Most bidders pour their energy into the technical proposal and treat the commercial envelope as paperwork. Then they lose — not on merit, but on a pricing form. On Etimad, the financial offer is evaluated against its own compliance checklist, and the committee applies it just as strictly as the technical one. A flawless methodology will not save a bid that fails commercial compliance. These are the seven errors that most often end an otherwise winning bid, and how to close each one before you submit.
Error 1 — Arithmetic that does not reconcile
The single most common commercial rejection is internal inconsistency — unit prices that do not multiply out to the line totals, line totals that do not sum to the grand total, or a figure on the bid form that disagrees with the priced bill of quantities. Evaluators are required to check the math, and when figures conflict, the published rule on which value prevails (usually the unit price, with the total corrected accordingly) can move your bid in a direction you never intended. Reconcile every number against the BoQ before you lock the file, and have a second person re-add the totals independently.
Error 2 — Unbalanced or front-loaded pricing
Loading early-stage line items with disproportionate value to improve cash flow is a known tactic, and evaluation committees are trained to spot it. Pricing that is visibly skewed across line items — high mobilisation, near-zero later deliverables — invites a finding of an unbalanced bid, which can be rejected on the grounds that it distorts fair comparison and shifts risk to the entity. Price each line to reflect its real cost and value. If your cost genuinely is front-weighted, be ready to justify it on request.
Error 3 — An abnormally low bid with no justification
Coming in far below the engineer estimate or the field of competitors is not automatically rewarded. Saudi procurement rules allow an entity to question a bid that appears abnormally low and to reject it if the bidder cannot demonstrate that the price is realistic and the scope can be delivered at that level. If your number is aggressive, prepare a short written rationale — economies of scale, existing local resources, favourable supplier terms — so a low price reads as competitive rather than reckless.

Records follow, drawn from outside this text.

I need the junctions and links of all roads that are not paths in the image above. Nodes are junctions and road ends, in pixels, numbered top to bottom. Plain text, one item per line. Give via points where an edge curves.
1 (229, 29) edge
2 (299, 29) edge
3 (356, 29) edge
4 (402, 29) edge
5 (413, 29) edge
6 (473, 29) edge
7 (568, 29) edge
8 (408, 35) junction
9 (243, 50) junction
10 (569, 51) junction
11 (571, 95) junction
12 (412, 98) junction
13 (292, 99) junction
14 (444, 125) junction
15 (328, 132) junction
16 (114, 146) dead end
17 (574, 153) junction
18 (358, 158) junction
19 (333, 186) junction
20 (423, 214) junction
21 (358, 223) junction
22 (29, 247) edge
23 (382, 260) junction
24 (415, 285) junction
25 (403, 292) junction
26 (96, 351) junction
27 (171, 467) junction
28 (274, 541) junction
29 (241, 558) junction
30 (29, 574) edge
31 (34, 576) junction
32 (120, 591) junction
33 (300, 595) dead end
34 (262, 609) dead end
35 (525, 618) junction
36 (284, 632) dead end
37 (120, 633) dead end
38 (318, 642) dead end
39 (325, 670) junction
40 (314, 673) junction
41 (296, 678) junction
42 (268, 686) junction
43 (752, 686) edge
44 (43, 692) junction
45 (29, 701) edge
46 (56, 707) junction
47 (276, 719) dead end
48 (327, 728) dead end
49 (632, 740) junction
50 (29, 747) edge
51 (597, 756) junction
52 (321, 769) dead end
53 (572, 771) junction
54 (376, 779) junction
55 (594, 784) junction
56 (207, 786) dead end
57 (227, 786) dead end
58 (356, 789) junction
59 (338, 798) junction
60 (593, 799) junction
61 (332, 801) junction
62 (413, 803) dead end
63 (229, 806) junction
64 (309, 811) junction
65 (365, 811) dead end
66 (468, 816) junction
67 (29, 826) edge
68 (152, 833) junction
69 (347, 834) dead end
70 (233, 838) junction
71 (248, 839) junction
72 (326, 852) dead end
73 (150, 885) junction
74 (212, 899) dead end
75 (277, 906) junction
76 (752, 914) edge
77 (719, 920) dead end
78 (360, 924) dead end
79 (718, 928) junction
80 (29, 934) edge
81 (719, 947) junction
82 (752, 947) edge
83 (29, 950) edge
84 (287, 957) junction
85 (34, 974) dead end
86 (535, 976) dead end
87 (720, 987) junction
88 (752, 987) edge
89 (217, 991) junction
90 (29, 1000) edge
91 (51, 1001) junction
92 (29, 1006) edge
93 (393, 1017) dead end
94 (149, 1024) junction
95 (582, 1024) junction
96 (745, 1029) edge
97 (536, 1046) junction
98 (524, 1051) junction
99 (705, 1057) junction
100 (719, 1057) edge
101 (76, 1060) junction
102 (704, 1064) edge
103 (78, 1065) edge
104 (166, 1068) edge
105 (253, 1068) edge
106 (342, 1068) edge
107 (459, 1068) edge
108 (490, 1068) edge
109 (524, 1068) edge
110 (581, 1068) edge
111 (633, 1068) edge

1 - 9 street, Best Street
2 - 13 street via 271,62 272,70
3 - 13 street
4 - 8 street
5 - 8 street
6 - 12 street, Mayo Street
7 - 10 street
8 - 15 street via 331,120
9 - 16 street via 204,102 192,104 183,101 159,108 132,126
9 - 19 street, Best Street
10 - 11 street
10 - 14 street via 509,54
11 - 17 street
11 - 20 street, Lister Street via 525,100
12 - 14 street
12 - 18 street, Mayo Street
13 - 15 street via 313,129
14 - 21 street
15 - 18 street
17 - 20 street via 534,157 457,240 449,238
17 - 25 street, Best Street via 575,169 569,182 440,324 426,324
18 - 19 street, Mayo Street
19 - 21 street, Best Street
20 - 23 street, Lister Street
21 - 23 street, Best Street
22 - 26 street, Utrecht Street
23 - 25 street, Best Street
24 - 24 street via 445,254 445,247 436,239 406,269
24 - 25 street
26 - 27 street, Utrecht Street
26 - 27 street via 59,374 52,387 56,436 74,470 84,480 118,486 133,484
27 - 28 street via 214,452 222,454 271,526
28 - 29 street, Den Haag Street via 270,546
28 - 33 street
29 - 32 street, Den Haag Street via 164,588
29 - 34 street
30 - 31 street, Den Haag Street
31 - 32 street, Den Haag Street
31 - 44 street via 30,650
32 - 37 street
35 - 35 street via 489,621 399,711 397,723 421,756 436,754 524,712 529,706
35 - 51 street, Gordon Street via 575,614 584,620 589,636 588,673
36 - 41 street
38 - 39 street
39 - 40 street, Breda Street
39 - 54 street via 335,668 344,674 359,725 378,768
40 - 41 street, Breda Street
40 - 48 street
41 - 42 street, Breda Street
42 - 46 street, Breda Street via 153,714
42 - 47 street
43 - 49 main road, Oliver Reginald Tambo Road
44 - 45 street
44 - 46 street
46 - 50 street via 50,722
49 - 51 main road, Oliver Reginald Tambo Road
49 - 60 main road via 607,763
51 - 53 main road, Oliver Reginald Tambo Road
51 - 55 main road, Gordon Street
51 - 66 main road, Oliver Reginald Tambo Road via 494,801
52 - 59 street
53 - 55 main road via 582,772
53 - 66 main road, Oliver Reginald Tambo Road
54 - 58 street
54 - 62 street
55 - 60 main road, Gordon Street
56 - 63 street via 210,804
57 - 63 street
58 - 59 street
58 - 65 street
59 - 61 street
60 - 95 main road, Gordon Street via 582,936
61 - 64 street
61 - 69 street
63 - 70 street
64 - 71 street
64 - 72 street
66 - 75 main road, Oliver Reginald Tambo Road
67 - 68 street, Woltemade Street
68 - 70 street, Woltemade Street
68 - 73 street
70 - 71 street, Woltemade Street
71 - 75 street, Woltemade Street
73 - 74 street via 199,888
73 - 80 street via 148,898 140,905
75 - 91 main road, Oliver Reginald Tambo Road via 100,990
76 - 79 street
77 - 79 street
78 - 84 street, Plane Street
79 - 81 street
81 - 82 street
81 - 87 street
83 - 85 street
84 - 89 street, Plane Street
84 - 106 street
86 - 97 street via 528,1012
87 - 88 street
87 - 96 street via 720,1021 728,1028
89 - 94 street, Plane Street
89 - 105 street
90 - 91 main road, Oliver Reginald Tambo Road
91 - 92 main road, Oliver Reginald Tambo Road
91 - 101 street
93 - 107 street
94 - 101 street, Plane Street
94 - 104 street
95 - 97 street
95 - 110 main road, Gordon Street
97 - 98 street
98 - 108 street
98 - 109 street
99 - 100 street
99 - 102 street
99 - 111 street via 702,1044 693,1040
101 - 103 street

Error 4 — VAT and ZATCA treatment errors
Confusion over whether prices are VAT-inclusive or VAT-exclusive, omitting VAT entirely, or applying the wrong rate corrupts the entire comparison. Follow the tender instruction exactly: state prices on the basis it requires, show VAT as a separate line where the form calls for it, and make sure your registration details are consistent with your invoicing setup. A VAT error rarely looks like a small slip to an evaluator — it looks like you do not control your own numbers.
Error 5 — A bid validity period shorter than required
Every tender states how long your offer must remain valid. Submit a shorter validity — or leave it blank and let a template default decide — and your bid can be treated as non-responsive, because the entity cannot rely on the price through award. Read the required validity period, match it exactly, and diarise it so an extension request never catches you off guard.
Error 6 — A bid bond that does not match the priced amount
The initial guarantee must satisfy the value and format the tender specifies, and that value is often tied to your bid price. A guarantee that is too low, expires before the required date, names the wrong beneficiary, or is issued in a non-accepted format is a gate failure regardless of how strong the rest of the offer is. Confirm the bond value against your final price — not a draft price — and verify the issuing bank and wording against the tender before submission.
Error 7 — Pricing the wrong BoQ, or altering it
Bidders lose by pricing a superseded version of the bill of quantities, leaving mandatory line items blank, adding or deleting rows, or changing the structure of the entity pricing template. Any deviation from the issued BoQ can be read as a qualification of your offer and disqualified. Price the exact file the entity issued, in the exact structure, with every required line populated — even where your answer is no charge or included.
The quiet killer — price leaking into the technical envelope
Etimad separates technical and commercial submissions deliberately. If a cost figure, rate, or commercial term appears anywhere in your technical proposal, you risk disqualification for breaching the two-envelope rule. Scrub the technical document for stray numbers — daily rates buried in CVs, prices in a sample schedule, commercial terms in an annex — before you upload.
Prevention — run a commercial compliance audit
Build the same kind of line-by-line audit you would run on the technical side, but for price: one column for the tender commercial requirement, one for your response, one for an independent sign-off. Confirm the math, the VAT basis, the validity period, the bond value, and the BoQ version against the source documents — not your memory of them. The discipline that wins on price is identical to the discipline that wins on compliance: check every requirement yourself, then have someone who did not build the file check it again.
Commercial disqualification stings more than technical disqualification, because the work was already done — the win was earned on substance and surrendered on a form. The fix costs a few hours of structured review. The alternative costs the contract. If your team is moving fast across multiple tenders, a pre-submission commercial review by a specialist is the cheapest insurance in the bid process.